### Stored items
****************

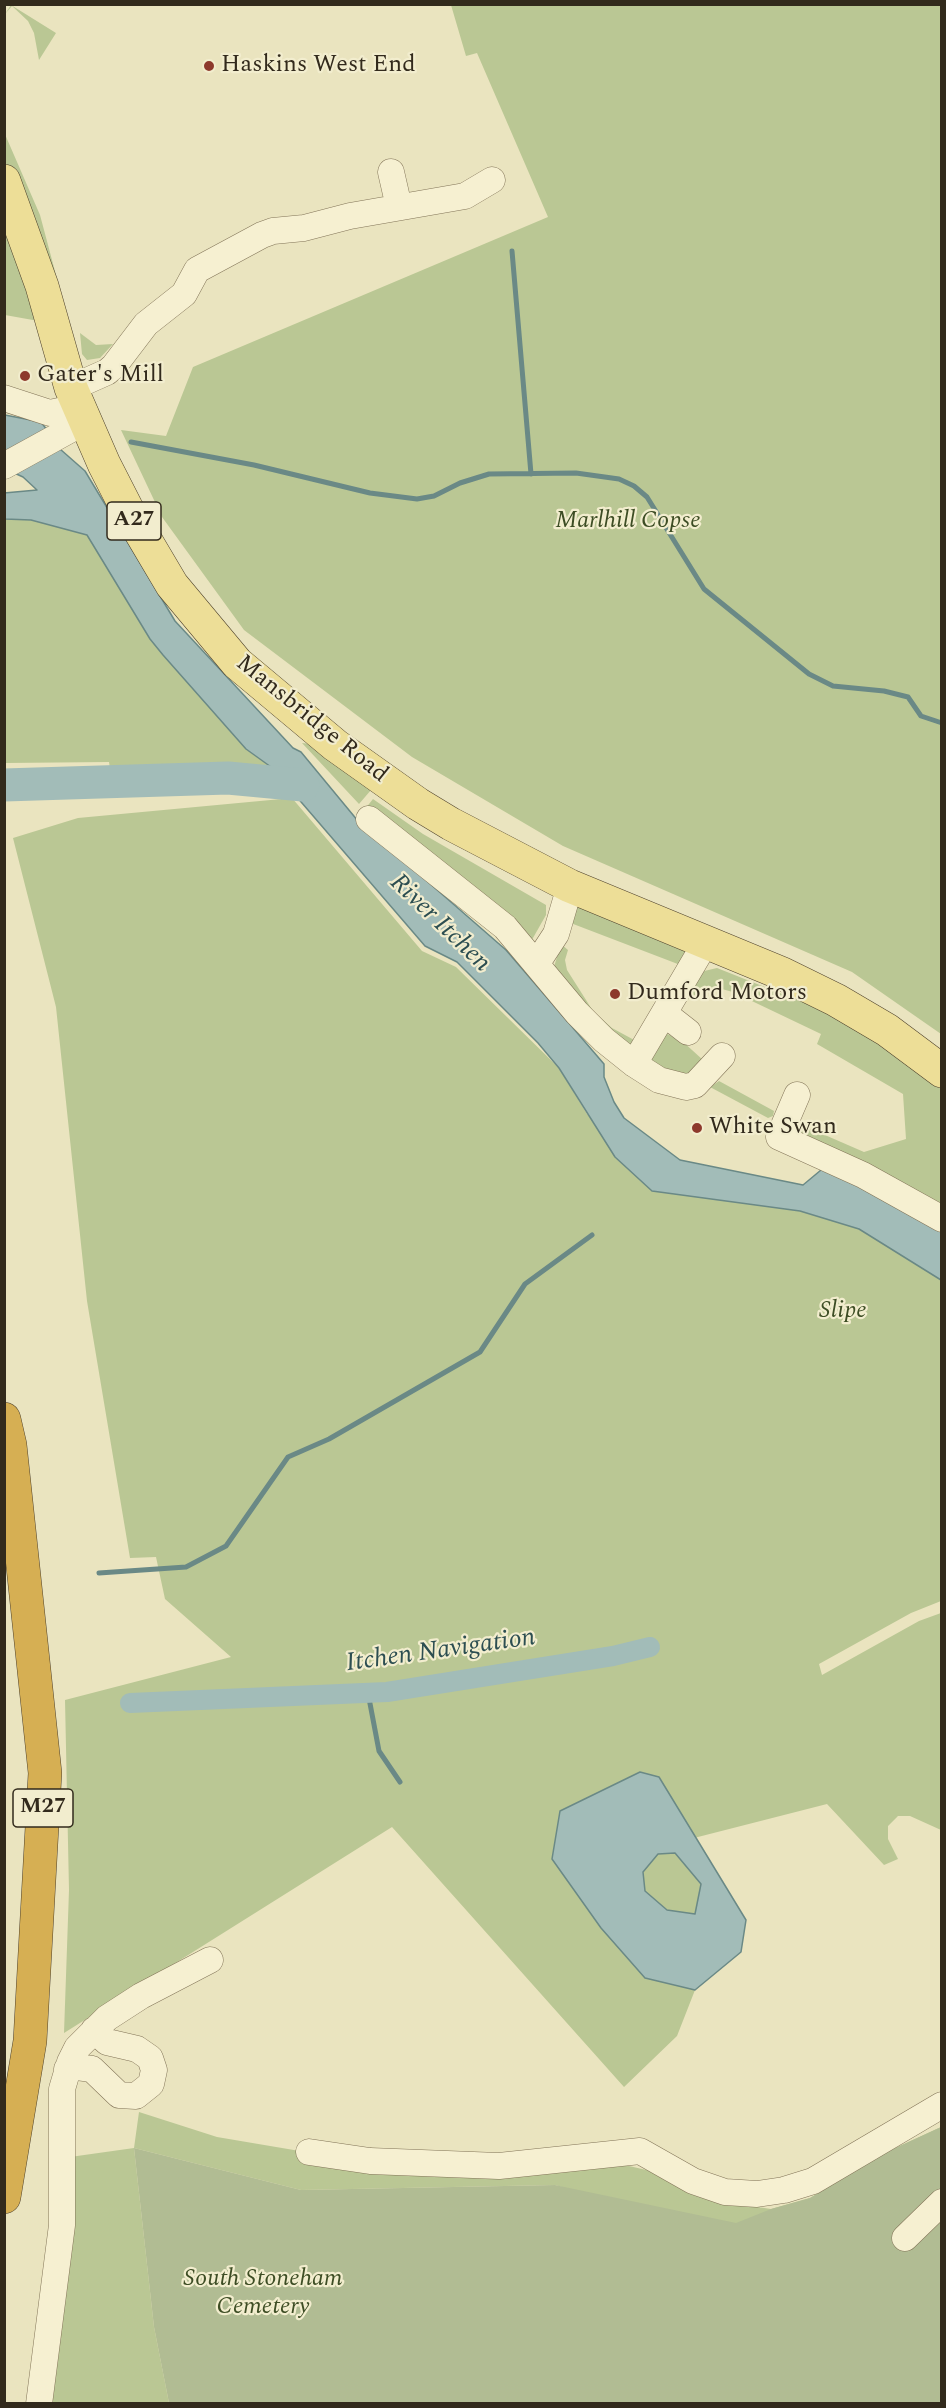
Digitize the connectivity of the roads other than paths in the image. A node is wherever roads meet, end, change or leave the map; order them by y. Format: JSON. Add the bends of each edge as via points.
{"nodes":[{"id":1,"x":391,"y":172,"type":"dead end"},
{"id":2,"x":492,"y":180,"type":"dead end"},
{"id":3,"x":4,"y":181,"type":"edge"},
{"id":4,"x":399,"y":207,"type":"junction"},
{"id":5,"x":4,"y":398,"type":"edge"},
{"id":6,"x":78,"y":406,"type":"junction"},
{"id":7,"x":4,"y":466,"type":"edge"},
{"id":8,"x":369,"y":819,"type":"dead end"},
{"id":9,"x":570,"y":886,"type":"junction"},
{"id":10,"x":706,"y":942,"type":"junction"},
{"id":11,"x":537,"y":963,"type":"junction"},
{"id":12,"x":665,"y":1014,"type":"junction"},
{"id":13,"x":688,"y":1032,"type":"dead end"},
{"id":14,"x":722,"y":1056,"type":"dead end"},
{"id":15,"x":634,"y":1064,"type":"junction"},
{"id":16,"x":942,"y":1071,"type":"edge"},
{"id":17,"x":797,"y":1095,"type":"dead end"},
{"id":18,"x":942,"y":1219,"type":"edge"},
{"id":19,"x":4,"y":1419,"type":"edge"},
{"id":20,"x":210,"y":1960,"type":"dead end"},
{"id":21,"x":94,"y":2030,"type":"junction"},
{"id":22,"x":68,"y":2069,"type":"junction"},
{"id":23,"x":941,"y":2105,"type":"edge"},
{"id":24,"x":309,"y":2152,"type":"dead end"},
{"id":25,"x":4,"y":2197,"type":"edge"},
{"id":26,"x":942,"y":2202,"type":"edge"},
{"id":27,"x":905,"y":2238,"type":"dead end"},
{"id":28,"x":39,"y":2403,"type":"edge"}],
"edges":[{"from":1,"to":4,"type":"street"},
{"from":2,"to":4,"type":"street","via":[[465,196]]},
{"from":3,"to":6,"type":"main road","name":"Mansbridge Road","number":"A27","via":[[42,286]]},
{"from":4,"to":6,"type":"street","via":[[273,231],[200,268],[184,294],[146,324]]},
{"from":5,"to":6,"type":"street","via":[[50,413]]},
{"from":6,"to":7,"type":"street"},
{"from":6,"to":9,"type":"main road","name":"Mansbridge Road","number":"A27","via":[[127,509],[172,585],[237,663],[335,746],[418,804]]},
{"from":8,"to":11,"type":"street","name":"Mansbridge Road","via":[[474,900]]},
{"from":9,"to":10,"type":"main road","name":"Mansbridge Road","number":"A27"},
{"from":9,"to":11,"type":"street","via":[[556,934]]},
{"from":10,"to":12,"type":"street"},
{"from":10,"to":16,"type":"main road","name":"Mansbridge Road","number":"A27","via":[[836,1000],[887,1030]]},
{"from":11,"to":15,"type":"street","name":"Mansbridge Road","via":[[577,1013]]},
{"from":12,"to":13,"type":"street"},
{"from":12,"to":15,"type":"street"},
{"from":14,"to":15,"type":"street","name":"Mansbridge Road","via":[[695,1085],[675,1086]]},
{"from":17,"to":18,"type":"street","via":[[779,1137],[863,1175]]},
{"from":19,"to":25,"type":"highway","number":"M27","via":[[45,1773],[30,2041]]},
{"from":20,"to":21,"type":"street","via":[[141,1996]]},
{"from":21,"to":22,"type":"street","via":[[77,2048]]},
{"from":21,"to":22,"type":"street","via":[[107,2042],[137,2049],[150,2058],[154,2070],[151,2084],[136,2096],[126,2097],[113,2091],[92,2069]]},
{"from":22,"to":28,"type":"street","via":[[62,2089],[62,2224]]},
{"from":23,"to":24,"type":"street","via":[[813,2181],[757,2194],[725,2192],[693,2181],[640,2151],[499,2166],[370,2161]]},
{"from":26,"to":27,"type":"street"}]}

****************

### What you will do
For the word "Mansbridge", find every line in the data that holds it and copy that line.

### Exercise answer
{"from":3,"to":6,"type":"main road","name":"Mansbridge Road","number":"A27","via":[[42,286]]},
{"from":6,"to":9,"type":"main road","name":"Mansbridge Road","number":"A27","via":[[127,509],[172,585],[237,663],[335,746],[418,804]]},
{"from":8,"to":11,"type":"street","name":"Mansbridge Road","via":[[474,900]]},
{"from":9,"to":10,"type":"main road","name":"Mansbridge Road","number":"A27"},
{"from":10,"to":16,"type":"main road","name":"Mansbridge Road","number":"A27","via":[[836,1000],[887,1030]]},
{"from":11,"to":15,"type":"street","name":"Mansbridge Road","via":[[577,1013]]},
{"from":14,"to":15,"type":"street","name":"Mansbridge Road","via":[[695,1085],[675,1086]]},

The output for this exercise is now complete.